From fea102dac6f3d8182b7e60848ed137347f071dd4 Mon Sep 17 00:00:00 2001
From: Thomas Kosmas <thomas510111@gmail.com>
Date: Thu, 3 Apr 2025 23:23:32 +0300
Subject: [PATCH] fix

---
 apps/api/requests.http                        | 89 +++++++++++++++++++
 .../scrapeURL/lib/extractSmartScrape.ts       |  7 +-
 2 files changed, 94 insertions(+), 2 deletions(-)

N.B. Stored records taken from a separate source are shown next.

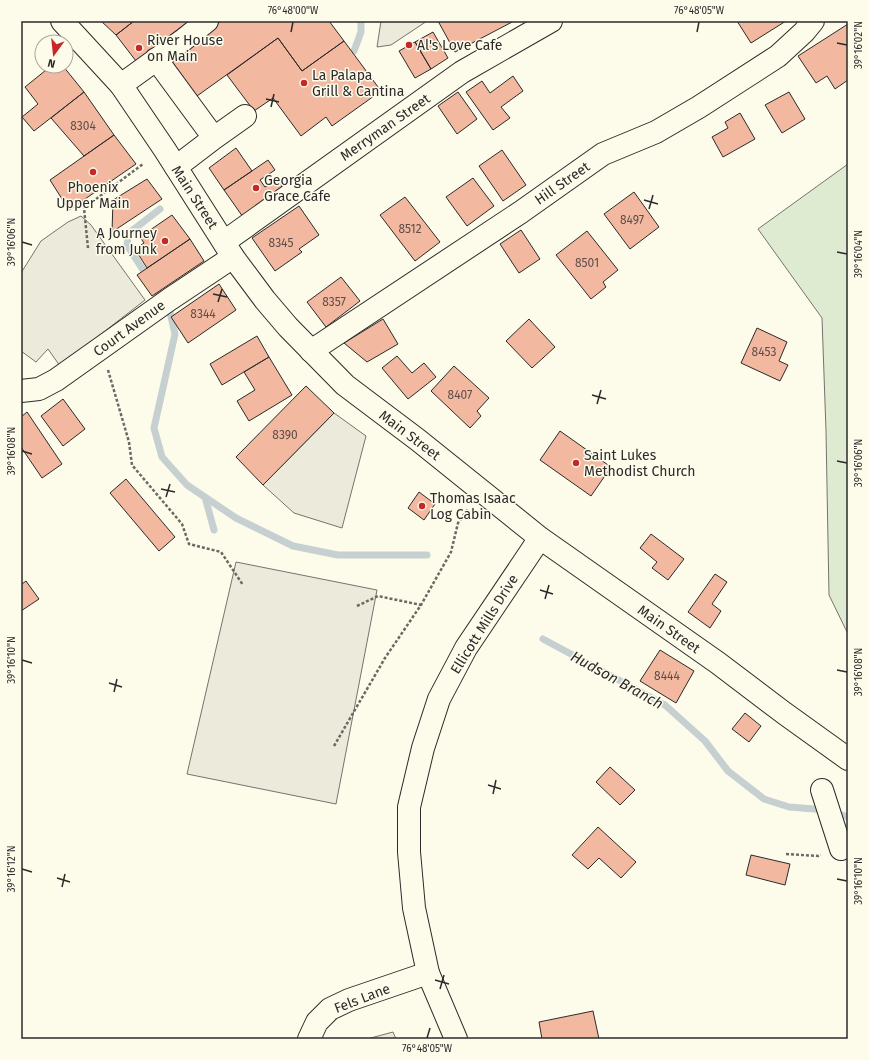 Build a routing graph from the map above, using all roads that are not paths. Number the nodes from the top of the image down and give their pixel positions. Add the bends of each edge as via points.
1 (62, 21) edge
2 (207, 21) edge
3 (551, 21) edge
4 (813, 21) edge
5 (156, 59) junction
6 (121, 85) junction
7 (245, 116) dead end
8 (214, 138) junction
9 (176, 167) junction
10 (228, 250) junction
11 (311, 351) junction
12 (21, 391) edge
13 (540, 538) junction
14 (848, 759) edge
15 (822, 790) dead end
16 (840, 848) road end
17 (428, 973) junction
18 (309, 1039) edge
19 (456, 1039) edge

1 - 6 main road, Main Street
2 - 5 main road
3 - 10 main road, Merryman Street via 462,72
4 - 11 main road, Hill Street via 771,60 656,132 603,154 521,212
5 - 6 main road
5 - 8 main road
6 - 9 main road, Main Street
7 - 8 main road
8 - 9 main road
9 - 10 main road, Main Street
10 - 11 main road, Main Street via 265,300
10 - 12 main road, Court Avenue via 170,299 56,380 39,389
11 - 13 main road, Main Street via 345,385
13 - 14 main road, Main Street via 718,663
13 - 17 main road, Ellicott Mills Drive via 466,648 439,699 423,748 409,807 408,852 414,908
15 - 16 main road
17 - 18 main road, Fels Lane via 330,1009 317,1022
17 - 19 main road, Ellicott Mills Drive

diff --git a/apps/api/requests.http b/apps/api/requests.http
index a3997371..26fa9d07 100644
--- a/apps/api/requests.http
+++ b/apps/api/requests.http
@@ -12,6 +12,7 @@ content-type: application/json
   "url":"https://firecrawl.dev"
 }
 
+
 ### Crawl Website
 # @name crawl
 POST {{baseUrl}}/v1/crawl HTTP/1.1
@@ -120,3 +121,91 @@ content-type: application/json
 GET {{baseUrl}}/v1/llmstxt/{{generateLlmsTxtId}} HTTP/1.1
 Authorization: Bearer {{$dotenv TEST_API_KEY}}
 
+### Scrape with JSON Schema Extraction
+# @name scrapeWithSchema
+POST {{baseUrl}}/v1/scrape HTTP/1.1
+Authorization: Bearer {{$dotenv TEST_API_KEY}}
+content-type: application/json
+
+{
+  "url": "https://firecrawl.dev",
+  "formats": ["json"],
+  "jsonOptions": {
+    "schema": {
+      "type": "object",
+      "properties": {
+        "description": { 
+          "type": "string",
+          "description": "Describe the site"
+        },
+        "respect_robots_txt": {
+          "type": ["boolean","null"],
+          "description": "Does firecrawl respect the robots.txt files?"
+        }
+      },
+      "required": ["description", "respect_robots_txt"]
+    }
+    // "systemPrompt": "You are an expert web scraper." // Optional system prompt
+  }
+}
+
+
+### Scrape with JSON Schema Extraction
+# @name scrapeWithSchema
+POST {{baseUrl}}/v1/scrape HTTP/1.1
+Authorization: Bearer {{$dotenv TEST_API_KEY}}
+content-type: application/json
+
+{
+  "url": "https://firecrawl.dev",
+  "formats": ["json"],
+  "jsonOptions": {
+    "schema": {
+      "type": "object",
+      "properties": {
+        "description": { 
+          "type": "string",
+          "description": "Describe the site"
+        }
+
+      },
+      "required": ["description" ]
+    }
+    // "systemPrompt": "You are an expert web scraper." // Optional system prompt
+  }
+}
+
+### Scrape to Extract Array of Titles
+# @name scrapeItemsArray
+POST {{baseUrl}}/v1/scrape HTTP/1.1
+Authorization: Bearer {{$dotenv TEST_API_KEY}}
+content-type: application/json
+
+{
+  "url": "https://firecrawl-e2e-test-git-main-rafaelsideguides-projects.vercel.app/load-more/with-params",
+    "formats": ["json"],
+  "jsonOptions": {
+    "prompt": "Extract all the main article or blog post titles from the page into an array.",
+    "schema": {
+      "type": "object",
+      "properties": {
+        "items": {
+          "type": "array",
+          "description": "An array containing the extracted items.",
+          "items": { 
+            "type": "object",
+            "properties": {
+              "title": {
+                "type": "string",
+                "description": "The title of a single article or blog post."
+              }
+            },
+            "required": ["title"] 
+          }
+        }
+      },
+      "required": ["items"] 
+    }
+    // "systemPrompt": "You are an expert structured data extractor." 
+  }
+}
\ No newline at end of file
diff --git a/apps/api/src/scraper/scrapeURL/lib/extractSmartScrape.ts b/apps/api/src/scraper/scrapeURL/lib/extractSmartScrape.ts
index d7fd4e6a..3682b2be 100644
--- a/apps/api/src/scraper/scrapeURL/lib/extractSmartScrape.ts
+++ b/apps/api/src/scraper/scrapeURL/lib/extractSmartScrape.ts
@@ -230,15 +230,18 @@ export async function extractData({
         }),
       );
     }
+    console.log("smartscrapeResults", smartscrapeResults);
 
     const scrapedPages = smartscrapeResults.map(
       (result) => result.scrapedPages,
     );
-    const htmls = scrapedPages.map((page) => page.html);
+    console.log("scrapedPages", scrapedPages);
+    const htmls = scrapedPages.flat().map((page) => page.html);
+    console.log("htmls", htmls);
     const markdowns = await Promise.all(
       htmls.map(async (html) => await parseMarkdown(html)),
     );
-
+    console.log("markdowns", markdowns);
     extractedData = await Promise.all(
       markdowns.map(async (markdown) => {
         const newExtractOptions = {